As for course work, I've taken statistics classes throughout my diploma program, and more during my bachelor's degree, and even more during my masters level courses. Setting aside that this problem only actually requires a "basics" level understanding to address, I'm quite comfortable in this space, even if it has been a while. I've appreciated the opportunity to refresh though.

So yeah... if you don't have anything new to share, or a new way to explain why you think you're right, probably just drop it. But if you do choose to continue, moving to PMs would be best. I'm sure by now folks here know our two positions and will make up their own minds without any more from us. We're officially way off topic anyways.

[BBShockwave]

This one surprised me considering how new it is.

I wonder what the odds are of getting a full case (vs 4 random bricks) if you order 4….

DnDMinis says in their description they will ship you a full unopened case if you buy 4 bricks.
Other shops, often even when I asked them several times in mail, could not assure me they would send a case. (Jedishop being one, after they stopped listing cases).

That's interesting because even the case doesn't guarantee 4 unique bricks (I've been burned on that).

Really? I have been buying cases since ToD and that never happened to me. Well, happened once, but that was an admitted fault of Tritex, who told me they had no full case of F&T for me, and the last 2 boosters of the 4th brick were replaced by DiA boosters. However, it turned out the 4th brick was also from another case, too. It was not identical to any other brick in the case, but I got 2 of the same Medium Rares in it (Green Hag and Tabaxi Fighter) but did manage to get all 4 Huge Rares in the case even with the mix-up.

Math is for losers!

The only thing I learned from combinatorics in secondary school was that
A: Combinatorics sounds a lot like Combaticons, so I kept thinking of how cool it would be to get a Bruticus figure
B: I was convinced by the extremely small chance of a string of numbers to appear in that order, meaning I have never played the lottery since then (not that I have ever done it before) - the only sort of game of chance I engage in is buying Mage Knight boosters.
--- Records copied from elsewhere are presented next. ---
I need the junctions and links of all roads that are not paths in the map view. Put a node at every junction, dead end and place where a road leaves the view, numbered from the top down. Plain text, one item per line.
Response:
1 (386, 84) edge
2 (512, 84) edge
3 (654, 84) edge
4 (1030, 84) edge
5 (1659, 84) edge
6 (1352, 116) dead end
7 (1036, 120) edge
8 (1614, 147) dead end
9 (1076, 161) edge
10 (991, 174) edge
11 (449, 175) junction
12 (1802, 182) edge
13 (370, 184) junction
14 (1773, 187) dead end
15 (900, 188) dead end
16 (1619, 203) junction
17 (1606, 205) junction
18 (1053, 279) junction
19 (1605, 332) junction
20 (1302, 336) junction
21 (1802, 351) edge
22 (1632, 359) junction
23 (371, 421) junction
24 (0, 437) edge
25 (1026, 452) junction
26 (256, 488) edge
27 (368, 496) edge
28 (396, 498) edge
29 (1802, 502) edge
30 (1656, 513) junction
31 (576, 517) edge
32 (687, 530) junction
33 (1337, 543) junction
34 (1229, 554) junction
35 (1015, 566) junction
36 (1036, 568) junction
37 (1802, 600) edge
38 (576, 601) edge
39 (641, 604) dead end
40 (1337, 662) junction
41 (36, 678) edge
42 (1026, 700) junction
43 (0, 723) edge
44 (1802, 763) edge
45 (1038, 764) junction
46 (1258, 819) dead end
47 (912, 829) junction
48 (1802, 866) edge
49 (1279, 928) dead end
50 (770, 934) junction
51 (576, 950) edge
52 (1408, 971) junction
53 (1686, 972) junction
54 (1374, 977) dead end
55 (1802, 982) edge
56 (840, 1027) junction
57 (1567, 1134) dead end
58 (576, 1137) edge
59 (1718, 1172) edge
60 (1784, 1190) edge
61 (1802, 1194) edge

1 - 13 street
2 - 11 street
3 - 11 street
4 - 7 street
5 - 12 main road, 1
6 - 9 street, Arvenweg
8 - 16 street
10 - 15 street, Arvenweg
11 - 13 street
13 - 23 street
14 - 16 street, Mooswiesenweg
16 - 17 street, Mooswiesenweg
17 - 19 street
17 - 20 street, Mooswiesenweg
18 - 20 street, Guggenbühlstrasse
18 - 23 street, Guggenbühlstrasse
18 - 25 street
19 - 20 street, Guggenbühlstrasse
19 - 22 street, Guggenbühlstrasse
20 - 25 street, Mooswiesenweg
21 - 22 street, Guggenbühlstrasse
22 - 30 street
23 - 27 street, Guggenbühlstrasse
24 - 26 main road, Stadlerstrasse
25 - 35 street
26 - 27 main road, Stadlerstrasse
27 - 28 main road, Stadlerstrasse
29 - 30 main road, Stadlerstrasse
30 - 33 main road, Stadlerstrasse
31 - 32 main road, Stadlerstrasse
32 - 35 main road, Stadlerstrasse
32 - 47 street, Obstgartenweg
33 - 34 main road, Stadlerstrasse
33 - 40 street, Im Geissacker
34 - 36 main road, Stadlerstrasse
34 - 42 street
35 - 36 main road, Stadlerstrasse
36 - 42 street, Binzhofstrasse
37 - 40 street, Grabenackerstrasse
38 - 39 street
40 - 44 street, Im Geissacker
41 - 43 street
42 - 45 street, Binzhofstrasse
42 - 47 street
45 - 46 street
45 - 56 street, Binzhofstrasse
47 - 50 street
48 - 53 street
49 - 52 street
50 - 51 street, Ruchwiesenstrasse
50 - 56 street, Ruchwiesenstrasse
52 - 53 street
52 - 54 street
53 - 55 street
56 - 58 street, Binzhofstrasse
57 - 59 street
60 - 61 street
and isn't this whole argument a bit moot, as the bricks themselves are not identical (at least not anymore that I can remember?) - just that you would get a distribution of all minis (basically rares) in the set within a case?

Well, no, based on case results I have seen, mine and others, you are guaranteed of 1 of each Rare in a case but beyond that your results will vary wildly.
Depending on how many Huge/Large Uncommons are in a set, you will get 3-4 of each (if there are 7-8 of them in the set) or 2-4 (if there are 9-10).
Medium Uncommons, you are probably getting 2-4 of each, with most of them being 3, and only 1-2 being 2 or 4.
Commons you are getting 3 to 5 of each, but this is the most varied. I got 6 Ghouls in Boneyard for example.
Of course this is for normal sets. Superboosters means you get less of everything.

[MyriadTabletop]

I would love to see how Boosters are assembled at the factory. Like... somewhere there is a stock flow diagram, lol.

[Jandar]

I would love to see how Boosters are assembled at the factory. Like... somewhere there is a stock flow diagram, lol.

That we can agree upon.

[Jandar]

So if I grab a hamburger, fries, and a coke and you grab fries, a coke, and a hamburger, we're having a different lunch?

I feel I've gone through lengths to help elucidate the issue, and I don't think you've returned the same effort in return.

I absolutely did.

Case (b) above in my earlier posts is rolling a 4 sided die (exactly the method you describe, sampling from a distribution).
It leads to 3!/4^3, which is your claim (KingofVrock's math too).

I just disagree that one can assume that it's done this way.

[MyriadTabletop]

I just disagree that one can assume that it's done this way.

All good. I think we've settled on it not actually mattering at all. I think the human element would confound any maths based best-guess anyways.